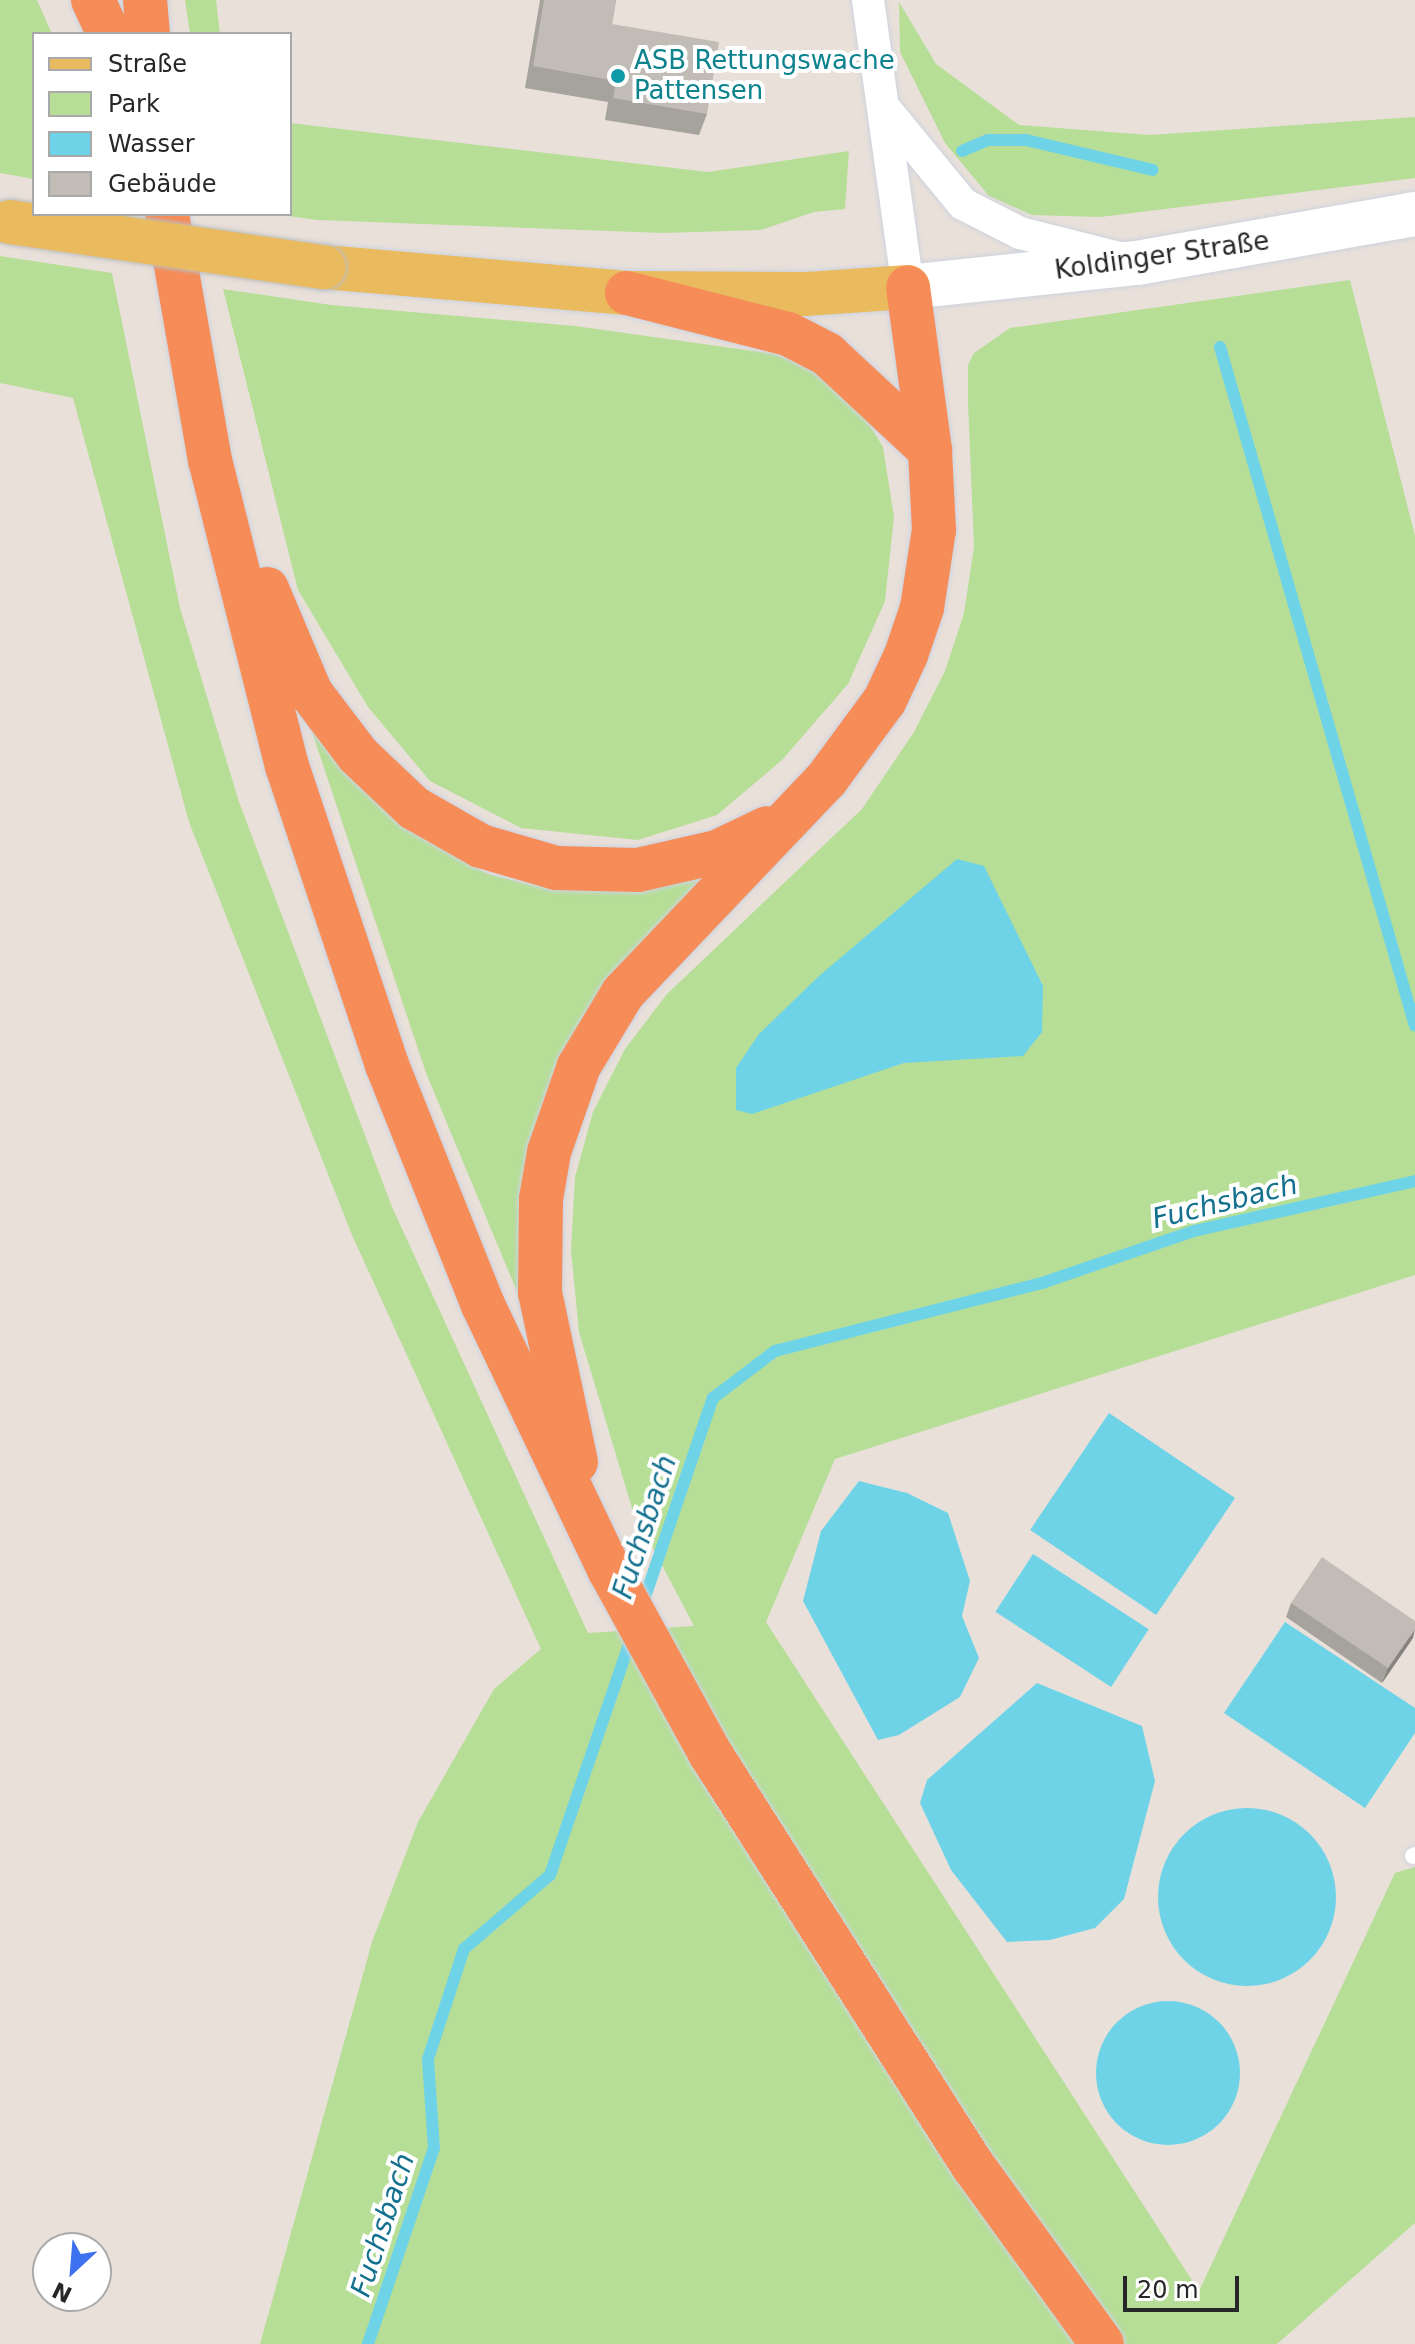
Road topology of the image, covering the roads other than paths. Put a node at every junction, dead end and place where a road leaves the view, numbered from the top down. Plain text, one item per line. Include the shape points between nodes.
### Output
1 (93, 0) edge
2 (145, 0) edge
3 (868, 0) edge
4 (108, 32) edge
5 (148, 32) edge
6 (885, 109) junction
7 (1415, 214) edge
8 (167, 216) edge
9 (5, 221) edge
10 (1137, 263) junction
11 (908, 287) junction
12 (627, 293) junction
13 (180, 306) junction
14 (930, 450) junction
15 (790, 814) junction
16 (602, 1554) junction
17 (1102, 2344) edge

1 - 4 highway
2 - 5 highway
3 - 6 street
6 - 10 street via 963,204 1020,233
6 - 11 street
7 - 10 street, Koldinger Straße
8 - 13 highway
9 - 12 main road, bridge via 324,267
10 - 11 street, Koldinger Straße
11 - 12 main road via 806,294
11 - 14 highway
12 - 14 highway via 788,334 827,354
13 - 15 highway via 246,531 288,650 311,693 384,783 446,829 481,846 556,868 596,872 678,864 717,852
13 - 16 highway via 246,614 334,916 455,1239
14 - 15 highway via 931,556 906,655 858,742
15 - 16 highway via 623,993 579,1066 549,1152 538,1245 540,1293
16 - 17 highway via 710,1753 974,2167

※

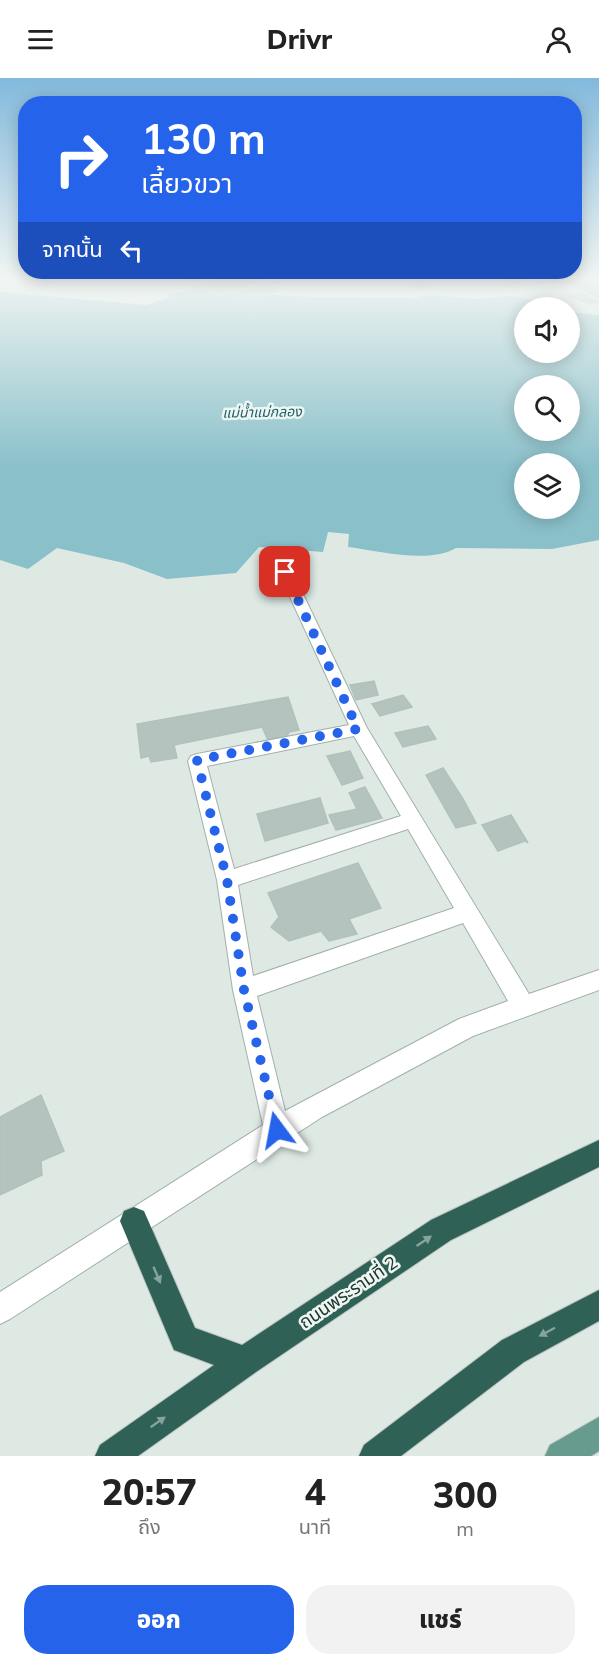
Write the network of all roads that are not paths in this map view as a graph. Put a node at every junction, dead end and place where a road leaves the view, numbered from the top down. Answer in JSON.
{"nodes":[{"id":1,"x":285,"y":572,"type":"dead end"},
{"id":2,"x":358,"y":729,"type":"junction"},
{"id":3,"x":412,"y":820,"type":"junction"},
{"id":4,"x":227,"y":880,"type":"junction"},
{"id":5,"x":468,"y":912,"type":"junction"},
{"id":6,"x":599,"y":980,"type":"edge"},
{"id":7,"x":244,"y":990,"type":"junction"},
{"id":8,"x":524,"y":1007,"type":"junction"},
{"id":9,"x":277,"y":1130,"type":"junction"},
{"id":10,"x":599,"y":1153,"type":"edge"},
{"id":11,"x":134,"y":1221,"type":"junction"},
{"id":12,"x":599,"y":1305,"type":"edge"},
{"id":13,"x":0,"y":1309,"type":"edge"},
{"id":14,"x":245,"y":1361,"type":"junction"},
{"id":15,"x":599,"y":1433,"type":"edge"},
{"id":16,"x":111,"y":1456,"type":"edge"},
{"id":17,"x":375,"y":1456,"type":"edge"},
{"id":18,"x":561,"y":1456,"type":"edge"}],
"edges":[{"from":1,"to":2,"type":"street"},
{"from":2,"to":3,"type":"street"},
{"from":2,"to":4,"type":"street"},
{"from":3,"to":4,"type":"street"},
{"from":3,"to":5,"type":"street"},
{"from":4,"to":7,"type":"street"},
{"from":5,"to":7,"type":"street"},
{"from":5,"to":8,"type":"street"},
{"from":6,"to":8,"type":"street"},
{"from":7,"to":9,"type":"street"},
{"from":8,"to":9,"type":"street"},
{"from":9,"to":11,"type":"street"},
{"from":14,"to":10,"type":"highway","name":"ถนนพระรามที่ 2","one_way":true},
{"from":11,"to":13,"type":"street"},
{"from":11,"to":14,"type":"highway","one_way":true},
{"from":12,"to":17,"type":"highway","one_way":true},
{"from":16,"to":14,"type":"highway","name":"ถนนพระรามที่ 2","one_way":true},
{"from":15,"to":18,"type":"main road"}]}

※

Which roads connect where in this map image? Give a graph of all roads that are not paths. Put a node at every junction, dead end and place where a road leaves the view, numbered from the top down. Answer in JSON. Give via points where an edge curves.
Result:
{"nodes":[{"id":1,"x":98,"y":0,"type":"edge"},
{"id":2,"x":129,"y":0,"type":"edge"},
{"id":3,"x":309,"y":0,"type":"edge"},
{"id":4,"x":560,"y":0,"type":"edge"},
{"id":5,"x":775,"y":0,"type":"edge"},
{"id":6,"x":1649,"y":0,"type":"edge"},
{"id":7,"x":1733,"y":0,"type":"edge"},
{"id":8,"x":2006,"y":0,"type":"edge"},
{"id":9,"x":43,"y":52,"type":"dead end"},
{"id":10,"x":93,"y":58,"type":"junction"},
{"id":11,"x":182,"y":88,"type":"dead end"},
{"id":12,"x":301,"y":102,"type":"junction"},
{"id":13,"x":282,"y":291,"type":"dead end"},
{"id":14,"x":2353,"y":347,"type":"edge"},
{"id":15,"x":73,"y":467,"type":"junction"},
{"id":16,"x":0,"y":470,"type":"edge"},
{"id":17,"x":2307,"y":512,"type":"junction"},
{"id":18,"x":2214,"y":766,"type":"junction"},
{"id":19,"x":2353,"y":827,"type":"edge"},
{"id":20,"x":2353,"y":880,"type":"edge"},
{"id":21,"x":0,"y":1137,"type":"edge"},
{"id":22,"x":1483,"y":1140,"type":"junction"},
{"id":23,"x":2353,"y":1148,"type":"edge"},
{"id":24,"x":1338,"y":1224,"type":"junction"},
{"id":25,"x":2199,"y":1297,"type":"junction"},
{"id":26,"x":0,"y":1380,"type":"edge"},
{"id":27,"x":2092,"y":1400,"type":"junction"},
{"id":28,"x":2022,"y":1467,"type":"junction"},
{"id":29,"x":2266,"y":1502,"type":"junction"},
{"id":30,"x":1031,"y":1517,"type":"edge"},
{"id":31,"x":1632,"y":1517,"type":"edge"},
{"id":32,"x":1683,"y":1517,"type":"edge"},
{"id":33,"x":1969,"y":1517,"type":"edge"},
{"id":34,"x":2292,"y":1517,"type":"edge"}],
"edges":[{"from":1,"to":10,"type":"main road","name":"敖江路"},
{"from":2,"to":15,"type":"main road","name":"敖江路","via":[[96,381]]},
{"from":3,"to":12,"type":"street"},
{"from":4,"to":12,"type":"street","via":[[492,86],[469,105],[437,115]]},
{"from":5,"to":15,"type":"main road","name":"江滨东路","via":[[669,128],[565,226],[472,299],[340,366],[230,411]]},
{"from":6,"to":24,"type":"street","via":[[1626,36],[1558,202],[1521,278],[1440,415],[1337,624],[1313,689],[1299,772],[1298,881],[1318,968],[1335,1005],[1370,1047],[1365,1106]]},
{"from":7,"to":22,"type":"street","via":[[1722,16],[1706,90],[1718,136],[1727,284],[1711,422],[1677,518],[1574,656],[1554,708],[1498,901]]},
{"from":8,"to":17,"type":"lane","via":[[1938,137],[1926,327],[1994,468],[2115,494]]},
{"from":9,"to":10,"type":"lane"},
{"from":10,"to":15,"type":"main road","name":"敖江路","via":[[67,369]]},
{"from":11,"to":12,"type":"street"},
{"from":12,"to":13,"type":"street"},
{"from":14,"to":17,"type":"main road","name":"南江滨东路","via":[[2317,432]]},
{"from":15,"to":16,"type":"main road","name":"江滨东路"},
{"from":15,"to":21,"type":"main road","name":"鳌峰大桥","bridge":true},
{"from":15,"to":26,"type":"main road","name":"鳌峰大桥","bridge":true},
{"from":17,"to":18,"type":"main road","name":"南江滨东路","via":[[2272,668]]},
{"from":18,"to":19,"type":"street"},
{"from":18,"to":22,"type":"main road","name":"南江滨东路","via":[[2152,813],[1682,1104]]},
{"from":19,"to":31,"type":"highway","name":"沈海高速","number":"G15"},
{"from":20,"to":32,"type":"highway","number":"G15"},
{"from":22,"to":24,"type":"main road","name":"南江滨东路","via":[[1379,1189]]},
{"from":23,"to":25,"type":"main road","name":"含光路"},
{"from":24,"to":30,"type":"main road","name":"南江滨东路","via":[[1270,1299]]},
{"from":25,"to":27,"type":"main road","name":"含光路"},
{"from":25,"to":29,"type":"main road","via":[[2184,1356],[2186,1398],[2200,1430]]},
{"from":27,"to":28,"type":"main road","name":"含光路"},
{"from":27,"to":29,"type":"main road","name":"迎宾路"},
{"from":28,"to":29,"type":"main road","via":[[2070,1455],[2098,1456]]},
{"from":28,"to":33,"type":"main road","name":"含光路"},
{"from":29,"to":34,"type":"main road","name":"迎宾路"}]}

※

Problem requirements — State the number of lines in the entries above that contain the word "image", and nothing more.

Exercise response — 2